Collected data entries:
= = = = =
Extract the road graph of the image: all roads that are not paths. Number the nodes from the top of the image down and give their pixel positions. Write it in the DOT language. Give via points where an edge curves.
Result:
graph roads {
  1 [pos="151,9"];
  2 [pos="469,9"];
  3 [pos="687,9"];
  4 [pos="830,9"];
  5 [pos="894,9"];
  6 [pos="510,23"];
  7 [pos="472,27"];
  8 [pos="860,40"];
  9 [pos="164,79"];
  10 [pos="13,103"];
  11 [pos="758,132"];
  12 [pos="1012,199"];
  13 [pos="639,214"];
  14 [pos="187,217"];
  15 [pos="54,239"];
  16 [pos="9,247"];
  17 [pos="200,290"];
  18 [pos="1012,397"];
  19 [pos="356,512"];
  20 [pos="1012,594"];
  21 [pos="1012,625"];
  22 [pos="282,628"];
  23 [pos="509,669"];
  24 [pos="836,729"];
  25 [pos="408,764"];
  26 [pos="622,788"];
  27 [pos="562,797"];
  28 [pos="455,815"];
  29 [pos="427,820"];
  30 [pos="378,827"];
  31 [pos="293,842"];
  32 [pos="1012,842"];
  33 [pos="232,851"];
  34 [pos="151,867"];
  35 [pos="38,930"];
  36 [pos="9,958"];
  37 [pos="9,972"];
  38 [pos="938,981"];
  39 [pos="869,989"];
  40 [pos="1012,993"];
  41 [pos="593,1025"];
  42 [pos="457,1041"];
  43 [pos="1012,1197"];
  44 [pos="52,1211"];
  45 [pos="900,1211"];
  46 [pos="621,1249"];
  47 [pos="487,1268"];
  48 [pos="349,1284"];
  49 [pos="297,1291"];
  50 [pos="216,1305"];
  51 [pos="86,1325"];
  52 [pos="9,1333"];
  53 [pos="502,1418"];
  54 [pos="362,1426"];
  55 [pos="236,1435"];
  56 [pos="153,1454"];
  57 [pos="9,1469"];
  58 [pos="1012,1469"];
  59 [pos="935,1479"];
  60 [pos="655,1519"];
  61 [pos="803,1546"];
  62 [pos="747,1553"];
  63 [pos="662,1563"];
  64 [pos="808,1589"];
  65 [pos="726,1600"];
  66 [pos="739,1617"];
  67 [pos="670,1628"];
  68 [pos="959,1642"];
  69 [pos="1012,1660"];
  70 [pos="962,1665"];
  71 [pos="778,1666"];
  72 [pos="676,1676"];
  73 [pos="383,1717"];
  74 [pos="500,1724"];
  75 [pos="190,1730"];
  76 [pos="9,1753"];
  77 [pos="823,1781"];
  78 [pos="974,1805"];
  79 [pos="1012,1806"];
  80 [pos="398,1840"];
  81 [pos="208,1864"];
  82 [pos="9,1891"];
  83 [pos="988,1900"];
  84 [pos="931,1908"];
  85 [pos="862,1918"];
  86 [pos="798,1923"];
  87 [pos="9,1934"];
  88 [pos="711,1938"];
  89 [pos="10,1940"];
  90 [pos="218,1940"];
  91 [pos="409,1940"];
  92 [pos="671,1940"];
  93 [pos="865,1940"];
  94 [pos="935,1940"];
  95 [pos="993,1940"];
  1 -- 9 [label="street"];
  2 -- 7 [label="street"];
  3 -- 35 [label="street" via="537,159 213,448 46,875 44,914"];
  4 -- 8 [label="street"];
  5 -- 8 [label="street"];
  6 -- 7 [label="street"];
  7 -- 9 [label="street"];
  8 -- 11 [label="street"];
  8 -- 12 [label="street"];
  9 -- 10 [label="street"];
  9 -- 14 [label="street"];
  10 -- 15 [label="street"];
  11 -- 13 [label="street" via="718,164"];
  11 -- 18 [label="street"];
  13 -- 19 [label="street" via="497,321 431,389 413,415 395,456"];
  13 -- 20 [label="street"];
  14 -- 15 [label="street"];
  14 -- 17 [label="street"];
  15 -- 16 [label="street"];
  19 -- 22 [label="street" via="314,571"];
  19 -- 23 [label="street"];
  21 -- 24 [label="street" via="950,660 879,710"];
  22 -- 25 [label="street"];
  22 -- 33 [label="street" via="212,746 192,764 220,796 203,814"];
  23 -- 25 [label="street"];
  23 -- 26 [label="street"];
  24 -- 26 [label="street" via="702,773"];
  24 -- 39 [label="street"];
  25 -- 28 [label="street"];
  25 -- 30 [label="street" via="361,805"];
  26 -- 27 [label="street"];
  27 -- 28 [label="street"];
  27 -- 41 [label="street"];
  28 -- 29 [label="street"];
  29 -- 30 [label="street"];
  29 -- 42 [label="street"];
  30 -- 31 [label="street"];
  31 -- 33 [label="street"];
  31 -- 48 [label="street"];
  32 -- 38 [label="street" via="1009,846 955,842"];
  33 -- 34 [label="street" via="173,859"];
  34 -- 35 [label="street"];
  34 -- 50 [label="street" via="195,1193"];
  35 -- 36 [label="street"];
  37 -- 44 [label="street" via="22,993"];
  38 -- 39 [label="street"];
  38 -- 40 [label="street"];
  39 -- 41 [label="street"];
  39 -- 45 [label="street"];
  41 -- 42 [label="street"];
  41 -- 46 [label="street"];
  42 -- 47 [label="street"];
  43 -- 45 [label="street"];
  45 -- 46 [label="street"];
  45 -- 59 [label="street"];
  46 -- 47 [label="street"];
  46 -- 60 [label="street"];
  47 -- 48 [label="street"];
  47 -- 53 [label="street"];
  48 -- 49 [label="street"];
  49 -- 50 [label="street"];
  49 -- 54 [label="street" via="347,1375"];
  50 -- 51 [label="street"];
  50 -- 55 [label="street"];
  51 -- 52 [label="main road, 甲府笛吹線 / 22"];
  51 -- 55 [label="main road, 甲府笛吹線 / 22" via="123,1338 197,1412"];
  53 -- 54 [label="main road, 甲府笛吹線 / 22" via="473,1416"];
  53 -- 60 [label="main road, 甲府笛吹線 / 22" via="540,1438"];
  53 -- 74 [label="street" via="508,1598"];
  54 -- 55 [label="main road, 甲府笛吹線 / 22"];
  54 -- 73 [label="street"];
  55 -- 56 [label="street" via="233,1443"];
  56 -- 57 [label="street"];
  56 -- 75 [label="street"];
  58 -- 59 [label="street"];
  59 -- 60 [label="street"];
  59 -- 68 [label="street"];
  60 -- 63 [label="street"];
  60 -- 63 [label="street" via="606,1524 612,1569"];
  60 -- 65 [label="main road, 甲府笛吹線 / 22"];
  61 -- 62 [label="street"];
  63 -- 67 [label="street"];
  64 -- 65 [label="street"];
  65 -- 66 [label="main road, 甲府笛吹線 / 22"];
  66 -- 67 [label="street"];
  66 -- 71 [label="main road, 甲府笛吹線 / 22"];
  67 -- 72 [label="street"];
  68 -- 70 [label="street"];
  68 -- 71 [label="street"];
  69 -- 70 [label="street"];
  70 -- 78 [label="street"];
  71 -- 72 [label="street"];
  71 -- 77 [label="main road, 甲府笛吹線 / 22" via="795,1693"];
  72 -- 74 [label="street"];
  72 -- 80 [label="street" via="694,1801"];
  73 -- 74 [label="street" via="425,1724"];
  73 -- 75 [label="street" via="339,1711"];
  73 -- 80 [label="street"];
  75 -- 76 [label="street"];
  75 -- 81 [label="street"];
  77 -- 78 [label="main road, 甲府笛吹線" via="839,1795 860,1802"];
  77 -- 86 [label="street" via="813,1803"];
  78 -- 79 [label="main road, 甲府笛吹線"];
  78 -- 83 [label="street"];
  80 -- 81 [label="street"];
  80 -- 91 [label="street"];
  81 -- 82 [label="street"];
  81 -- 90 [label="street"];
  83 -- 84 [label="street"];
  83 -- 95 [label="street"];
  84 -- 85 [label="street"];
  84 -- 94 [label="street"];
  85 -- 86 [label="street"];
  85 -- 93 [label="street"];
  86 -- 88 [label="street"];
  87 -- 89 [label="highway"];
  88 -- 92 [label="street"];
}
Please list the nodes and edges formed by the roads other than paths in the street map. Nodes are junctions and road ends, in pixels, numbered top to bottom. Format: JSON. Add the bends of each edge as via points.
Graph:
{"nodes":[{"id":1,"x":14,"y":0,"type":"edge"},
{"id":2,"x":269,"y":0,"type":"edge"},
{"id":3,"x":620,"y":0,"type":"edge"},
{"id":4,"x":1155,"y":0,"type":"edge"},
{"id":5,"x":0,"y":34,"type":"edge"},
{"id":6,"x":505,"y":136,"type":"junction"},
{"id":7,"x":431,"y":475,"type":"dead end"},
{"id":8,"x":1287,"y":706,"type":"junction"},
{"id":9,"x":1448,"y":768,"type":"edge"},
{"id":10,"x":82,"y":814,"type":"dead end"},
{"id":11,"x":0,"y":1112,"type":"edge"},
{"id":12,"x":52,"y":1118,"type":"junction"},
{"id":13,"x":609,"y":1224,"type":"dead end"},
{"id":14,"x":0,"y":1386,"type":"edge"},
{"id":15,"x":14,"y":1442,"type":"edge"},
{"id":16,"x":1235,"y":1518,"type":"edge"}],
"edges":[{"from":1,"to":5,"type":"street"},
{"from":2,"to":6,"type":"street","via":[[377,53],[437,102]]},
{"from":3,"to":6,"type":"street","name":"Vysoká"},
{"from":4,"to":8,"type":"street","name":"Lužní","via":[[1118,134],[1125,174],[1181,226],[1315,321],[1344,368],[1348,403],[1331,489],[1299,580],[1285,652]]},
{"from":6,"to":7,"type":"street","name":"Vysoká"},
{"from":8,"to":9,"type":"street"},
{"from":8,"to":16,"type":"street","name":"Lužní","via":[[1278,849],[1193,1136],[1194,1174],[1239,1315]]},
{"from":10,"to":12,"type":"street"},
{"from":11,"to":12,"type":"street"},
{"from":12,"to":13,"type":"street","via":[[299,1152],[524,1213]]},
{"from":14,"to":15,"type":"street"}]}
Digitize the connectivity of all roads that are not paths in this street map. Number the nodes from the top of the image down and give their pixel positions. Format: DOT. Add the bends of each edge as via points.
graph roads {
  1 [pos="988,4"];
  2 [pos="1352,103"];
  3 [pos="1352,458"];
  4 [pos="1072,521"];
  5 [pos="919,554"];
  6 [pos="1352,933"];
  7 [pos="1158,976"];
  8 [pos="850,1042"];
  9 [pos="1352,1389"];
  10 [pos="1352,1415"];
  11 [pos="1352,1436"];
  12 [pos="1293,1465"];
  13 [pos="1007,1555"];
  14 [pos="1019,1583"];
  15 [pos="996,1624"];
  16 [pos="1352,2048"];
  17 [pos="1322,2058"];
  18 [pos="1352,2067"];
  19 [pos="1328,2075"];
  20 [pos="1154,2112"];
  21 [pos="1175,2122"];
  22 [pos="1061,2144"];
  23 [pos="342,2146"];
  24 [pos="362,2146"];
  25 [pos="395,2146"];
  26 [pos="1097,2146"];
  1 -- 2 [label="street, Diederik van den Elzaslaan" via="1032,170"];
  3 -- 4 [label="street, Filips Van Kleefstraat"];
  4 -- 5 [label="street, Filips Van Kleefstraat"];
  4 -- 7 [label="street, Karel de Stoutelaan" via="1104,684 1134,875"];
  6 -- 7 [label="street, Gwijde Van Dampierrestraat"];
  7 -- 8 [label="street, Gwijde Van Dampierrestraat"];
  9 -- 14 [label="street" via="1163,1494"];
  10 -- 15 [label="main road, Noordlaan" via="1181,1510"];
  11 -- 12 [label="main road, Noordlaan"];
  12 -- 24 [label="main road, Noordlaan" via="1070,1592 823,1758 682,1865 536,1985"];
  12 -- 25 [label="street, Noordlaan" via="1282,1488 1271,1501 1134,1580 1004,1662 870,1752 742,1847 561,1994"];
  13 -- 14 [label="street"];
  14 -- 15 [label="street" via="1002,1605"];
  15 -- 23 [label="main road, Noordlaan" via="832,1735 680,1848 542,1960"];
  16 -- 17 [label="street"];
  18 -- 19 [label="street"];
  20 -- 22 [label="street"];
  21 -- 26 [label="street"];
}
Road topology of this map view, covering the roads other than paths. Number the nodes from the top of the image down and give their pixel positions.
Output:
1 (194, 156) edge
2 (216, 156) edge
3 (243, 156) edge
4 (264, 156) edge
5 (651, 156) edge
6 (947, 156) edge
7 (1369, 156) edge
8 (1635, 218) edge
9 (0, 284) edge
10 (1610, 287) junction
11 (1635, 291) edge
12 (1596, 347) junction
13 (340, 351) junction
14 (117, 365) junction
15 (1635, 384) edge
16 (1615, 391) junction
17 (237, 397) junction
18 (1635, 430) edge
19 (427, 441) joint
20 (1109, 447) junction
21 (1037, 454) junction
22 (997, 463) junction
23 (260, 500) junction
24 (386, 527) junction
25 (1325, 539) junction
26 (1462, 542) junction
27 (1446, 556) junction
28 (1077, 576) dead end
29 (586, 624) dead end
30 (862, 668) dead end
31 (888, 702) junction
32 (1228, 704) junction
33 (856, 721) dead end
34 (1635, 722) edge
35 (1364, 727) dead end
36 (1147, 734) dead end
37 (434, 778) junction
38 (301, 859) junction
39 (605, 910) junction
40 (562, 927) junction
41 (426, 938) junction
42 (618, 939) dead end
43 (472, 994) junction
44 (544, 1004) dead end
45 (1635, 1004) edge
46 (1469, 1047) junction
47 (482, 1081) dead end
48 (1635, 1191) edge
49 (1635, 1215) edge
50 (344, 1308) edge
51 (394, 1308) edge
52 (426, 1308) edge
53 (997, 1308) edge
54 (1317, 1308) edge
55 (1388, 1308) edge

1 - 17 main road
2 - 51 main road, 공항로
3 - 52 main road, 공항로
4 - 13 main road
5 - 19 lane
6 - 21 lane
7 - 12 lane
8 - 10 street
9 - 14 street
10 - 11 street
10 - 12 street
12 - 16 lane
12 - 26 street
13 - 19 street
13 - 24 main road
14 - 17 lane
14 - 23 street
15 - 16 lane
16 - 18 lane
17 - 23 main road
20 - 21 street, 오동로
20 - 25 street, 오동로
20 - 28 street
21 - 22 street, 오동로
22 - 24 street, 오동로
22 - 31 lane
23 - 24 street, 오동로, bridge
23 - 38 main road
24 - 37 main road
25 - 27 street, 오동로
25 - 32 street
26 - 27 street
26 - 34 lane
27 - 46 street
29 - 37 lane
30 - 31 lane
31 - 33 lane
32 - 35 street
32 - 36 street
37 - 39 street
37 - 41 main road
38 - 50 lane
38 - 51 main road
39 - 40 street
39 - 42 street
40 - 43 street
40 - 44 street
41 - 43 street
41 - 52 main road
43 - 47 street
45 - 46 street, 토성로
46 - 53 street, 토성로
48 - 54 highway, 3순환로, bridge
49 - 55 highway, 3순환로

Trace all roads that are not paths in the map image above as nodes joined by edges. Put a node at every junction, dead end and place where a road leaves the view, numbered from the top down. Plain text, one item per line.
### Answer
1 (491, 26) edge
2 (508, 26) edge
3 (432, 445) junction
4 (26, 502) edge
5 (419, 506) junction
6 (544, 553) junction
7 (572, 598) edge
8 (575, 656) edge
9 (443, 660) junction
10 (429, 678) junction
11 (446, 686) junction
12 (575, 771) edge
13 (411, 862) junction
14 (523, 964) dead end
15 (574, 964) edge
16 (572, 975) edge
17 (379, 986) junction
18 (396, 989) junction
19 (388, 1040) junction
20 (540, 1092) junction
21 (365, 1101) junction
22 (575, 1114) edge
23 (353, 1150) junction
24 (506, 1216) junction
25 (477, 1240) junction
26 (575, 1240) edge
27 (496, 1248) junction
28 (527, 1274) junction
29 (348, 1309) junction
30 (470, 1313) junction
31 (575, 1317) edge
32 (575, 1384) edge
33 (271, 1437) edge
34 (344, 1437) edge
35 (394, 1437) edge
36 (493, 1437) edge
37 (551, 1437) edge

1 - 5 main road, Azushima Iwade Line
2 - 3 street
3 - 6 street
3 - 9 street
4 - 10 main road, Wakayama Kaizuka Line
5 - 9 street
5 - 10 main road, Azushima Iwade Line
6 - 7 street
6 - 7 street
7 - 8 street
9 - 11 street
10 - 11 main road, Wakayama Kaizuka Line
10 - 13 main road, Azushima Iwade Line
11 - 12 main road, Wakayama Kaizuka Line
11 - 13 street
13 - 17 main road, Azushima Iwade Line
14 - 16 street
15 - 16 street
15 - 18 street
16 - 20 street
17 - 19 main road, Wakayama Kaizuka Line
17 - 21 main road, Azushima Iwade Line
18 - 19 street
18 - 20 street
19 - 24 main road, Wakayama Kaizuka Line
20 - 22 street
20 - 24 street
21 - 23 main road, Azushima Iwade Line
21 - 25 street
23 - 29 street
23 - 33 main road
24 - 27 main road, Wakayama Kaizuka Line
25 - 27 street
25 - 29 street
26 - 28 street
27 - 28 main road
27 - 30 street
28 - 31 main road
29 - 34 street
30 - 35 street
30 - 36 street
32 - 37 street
= = = = =
• [Exercise description] Read through the entries above, and wherever a line holds the string "give", copy it.

• [Answer to the exercise]
Extract the road graph of the image: all roads that are not paths. Number the nodes from the top of the image down and give their pixel positions. Write it in the DOT language. Give via points where an edge curves.
Digitize the connectivity of all roads that are not paths in this street map. Number the nodes from the top of the image down and give their pixel positions. Format: DOT. Add the bends of each edge as via points.
Road topology of this map view, covering the roads other than paths. Number the nodes from the top of the image down and give their pixel positions.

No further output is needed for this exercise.